Но барону — потомку бесстрашных северных мореходов из далеких земель — не было никакого дела до жалкого податного народа. Гораздо сильнее беспокоился он о том, как чувствует себя любимец, могучий семилетний дестриер[24], прозванный Грекобойцей за то, что с яростью и свирепостью, достойной хозяина, бросаясь в гущу сечи, сминал пехотинцев, опрокидывал на землю верховых вместе с конями, давя копытами ромеев. Настоящий рыцарский конь, таких и в конюшнях герцога сыщется не много. Сегодня он отдыхает, пасется среди своих кобыл вон там на склоне горы.
Барон посмотрел туда, где виднелись лошади, казавшиеся с того места, где проезжали охотники, крохотными детскими свистульками из обожженной глины. Маленькие, будто игрушечные,' фигурки переминались с ноги на ногу, или, ложась на спину, катались по траве, наслаждаясь покоем и волей, радуясь ласковому солнцу и легкому ветерку, дувшему с востока. Грекобойцу было хорошо там, и мысль об этом ненадолго, но согрела душу Рикхарда де Монтвилля, барона де ла Тура.
Охота не удалась, сокол, за которого отсыпано серебром едва ли не по собственному весу птицы, не захотел признать нового хозяина, а прежний любимец возревновал, обиделся, точно человек, и не взмыл в небо, как прежде, чтобы без промаха поразить добычу.

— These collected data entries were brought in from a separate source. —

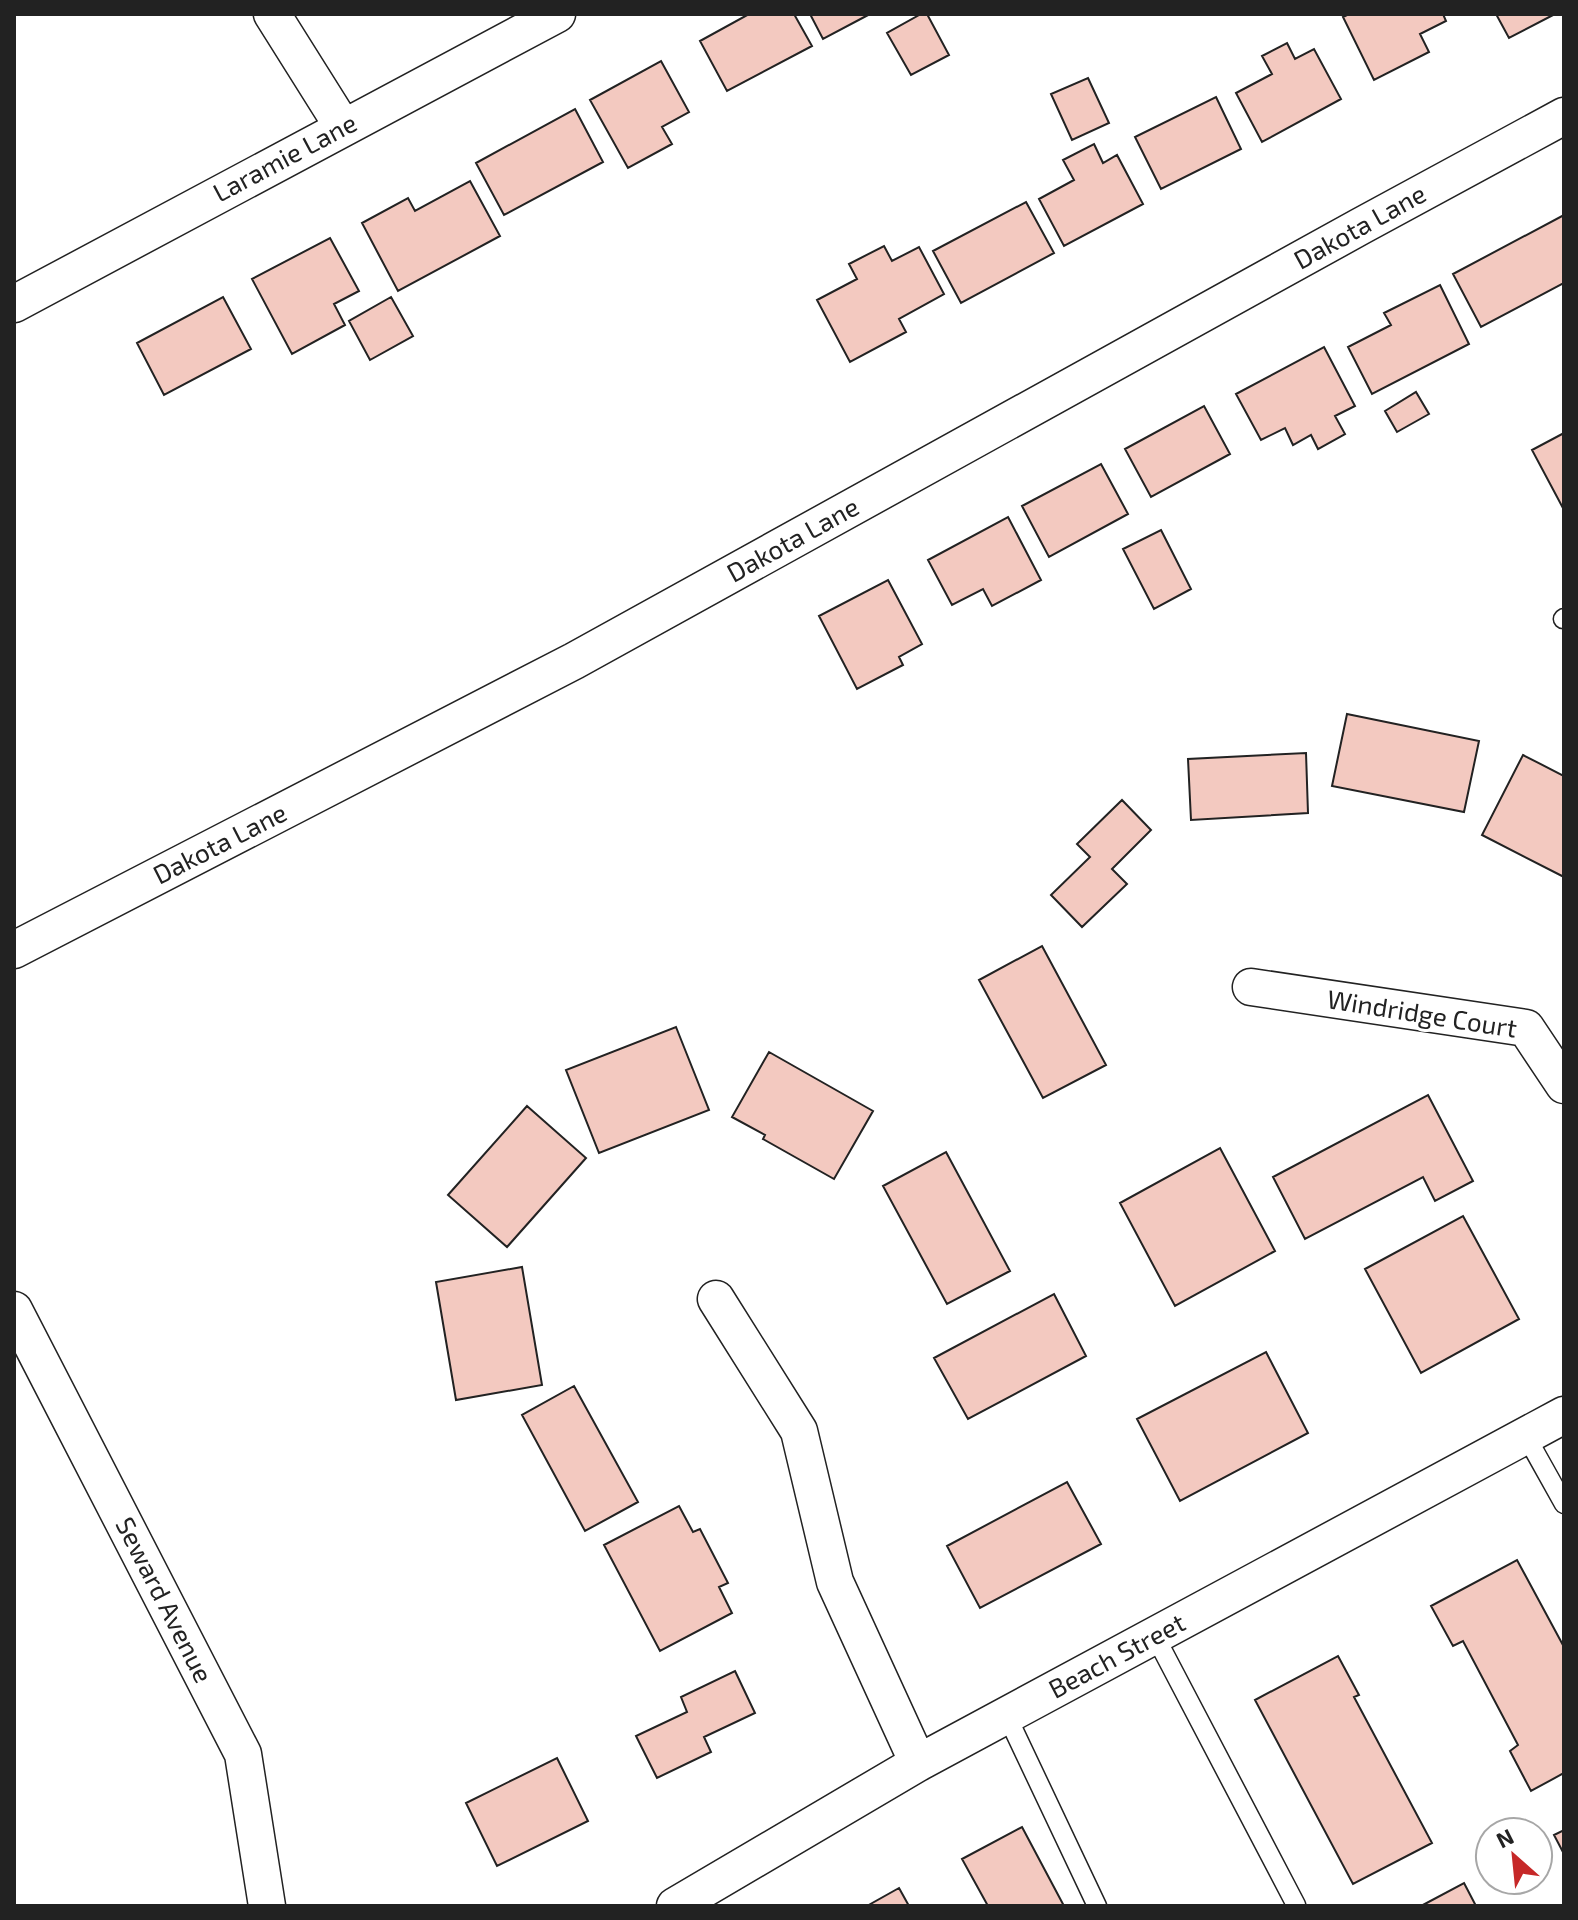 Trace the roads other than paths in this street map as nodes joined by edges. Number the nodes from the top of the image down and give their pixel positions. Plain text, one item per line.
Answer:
1 (272, 14) edge
2 (557, 14) edge
3 (1564, 116) edge
4 (343, 127) junction
5 (14, 304) edge
6 (14, 950) edge
7 (1251, 987) dead end
8 (1564, 1085) edge
9 (716, 1299) dead end
10 (14, 1310) edge
11 (1564, 1415) edge
12 (1526, 1436) junction
13 (1564, 1504) edge
14 (1155, 1636) junction
15 (1007, 1716) junction
16 (918, 1763) junction
17 (1296, 1905) edge
18 (267, 1906) edge
19 (675, 1906) edge
20 (1097, 1906) edge

1 - 4 street
2 - 4 street, Laramie Lane
3 - 6 street, Dakota Lane
4 - 5 street, Laramie Lane
7 - 8 street, Windridge Court
9 - 16 street
10 - 18 street, Seward Avenue
11 - 12 street, Beach Street
12 - 13 lane
12 - 14 street, Beach Street
14 - 15 street, Beach Street
14 - 17 lane
15 - 16 street, Beach Street
15 - 20 lane
16 - 19 street, Beach Street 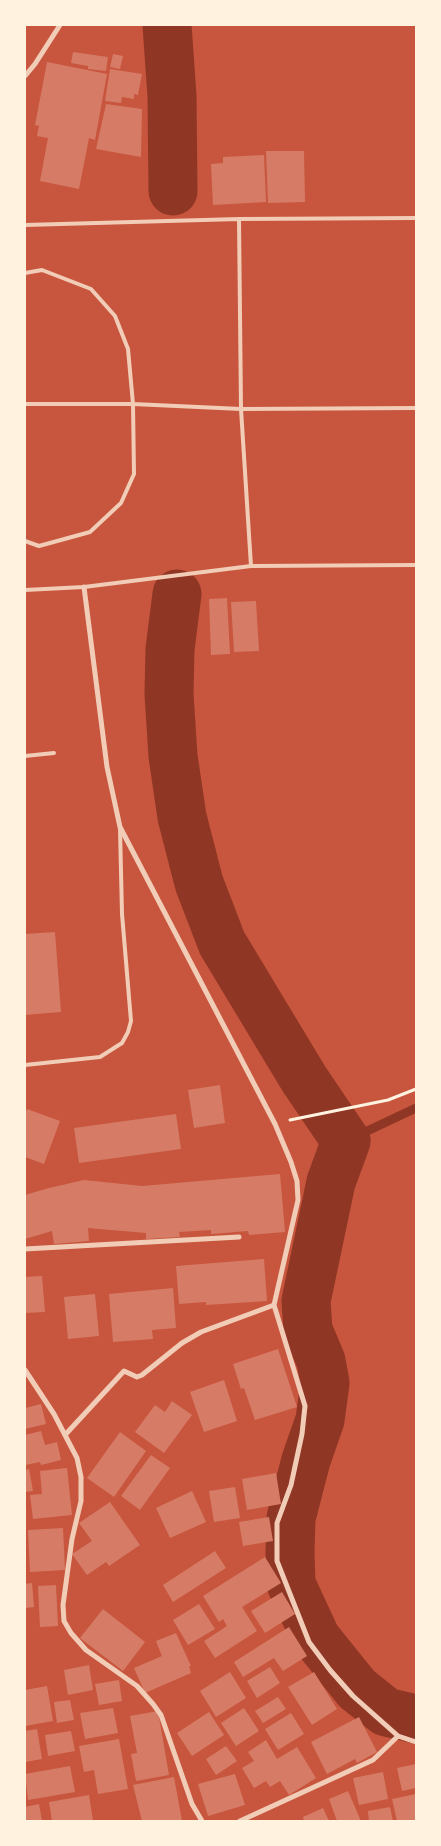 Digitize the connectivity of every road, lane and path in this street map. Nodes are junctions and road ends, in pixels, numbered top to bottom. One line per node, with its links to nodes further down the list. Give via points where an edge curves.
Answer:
1 (60, 25): 2 (street)
2 (25, 76)
3 (416, 218): 4 (lane)
4 (239, 219): 5 (lane); 10 (lane)
5 (25, 225)
6 (25, 273): 8 (lane, via 42,270 91,289 115,316 128,349)
7 (25, 404): 8 (lane)
8 (134, 404): 10 (lane); 11 (lane, via 134,474 121,503 90,532 39,546)
9 (416, 408): 10 (lane)
10 (242, 409): 13 (lane)
11 (25, 541)
12 (416, 565): 13 (lane)
13 (251, 566): 14 (lane)
14 (84, 587): 15 (lane); 18 (street, via 107,767)
15 (25, 590)
16 (54, 753): 17 (lane)
17 (25, 756)
18 (120, 827): 19 (lane, via 122,914 131,1021 128,1032 122,1043 100,1057); 24 (street, via 275,1124 291,1162 298,1200)
19 (25, 1065)
20 (416, 1089): 21 (path, via 388,1100)
21 (291, 1120)
22 (239, 1237): 23 (street)
23 (25, 1249)
24 (274, 1305): 26 (street, via 201,1332 142,1375 137,1377 124,1371); 27 (street, via 305,1406 291,1485 277,1523 277,1561 309,1642 353,1696)
25 (25, 1370): 26 (street)
26 (65, 1434): 29 (street, via 77,1458 81,1477 80,1501 62,1605 64,1621 86,1650 137,1686 154,1704 161,1715 192,1804)
27 (398, 1736): 28 (street); 30 (street, via 373,1760)
28 (416, 1742)
29 (202, 1821)
30 (240, 1821)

Ехали шагом, барон не спешил, — куда торопиться, дома жена-святоша, дочь соседа, Адельгайда (отец дал хорошее приданое, вот барон и согласился обвенчаться). Все грехи замаливает отцовы да мужние. Эх, если бы не стена, которую срочно начал возводить Рикхард вокруг донжона[25], построенного еще греками, да не новые заморские доспехи из дорогой кольчужной сетки, в которую наряду с железными вплетены для украшения серебряные и даже золотые колечки, да мечи, да шлемы и кони для дружины, которую самое время усилить, набрав новых воинов, — если бы не вся эта рыцарская забота, разве стал бы жениться двадцатипятилетний красавец Рикхард, верный вассал герцога Ротберта?
Сейчас де ла Тур восседал на недавно приобретенном сером мерине по кличке Монах. Дестриер незаменим в бою, но покладистый походный конь тоже очень важен для рыцаря. Скоро герцог начнет скликать вассалов для нового ратного дела: враги, не зная устали, вредят норманнам, видя в них чужаков и обидчиков. Ныне же едва ли не первая спокойная осень.
Семь лет назад папа Лев, напуганный неудержимым натиском северян, замирившись с исконным врагом Генрихом Германским, не погнушавшись попросить помощи у другого соперника — Константина Мономаха, выступил с полками ломбардцев против Готвиллей. Старший, Гумфред, тогдашний граф Апулийский, послал Ротберта, который, не позволив ромеям и папе соединить силы, легко разгромил последнего. В этой удалой битве отличился принявший первое настоящее боевое крещение юный Рикхард де Монтвилль. Уже тогда пришелся он по сердцу будущему графу, а затем и герцогу. То-то были славные денечки…
Ни вид пасшегося в обществе кобыл Грекобойцы, ни мысли о славной битве под Цивитатом не могли вывести барона из мрачного настроения. Вместе с тем едва заметная улыбка, заигравшая у него на губах, дала возможность одному кз эскорта нарушить угрюмое молчание, сопровождавшее охотников не менее получаса.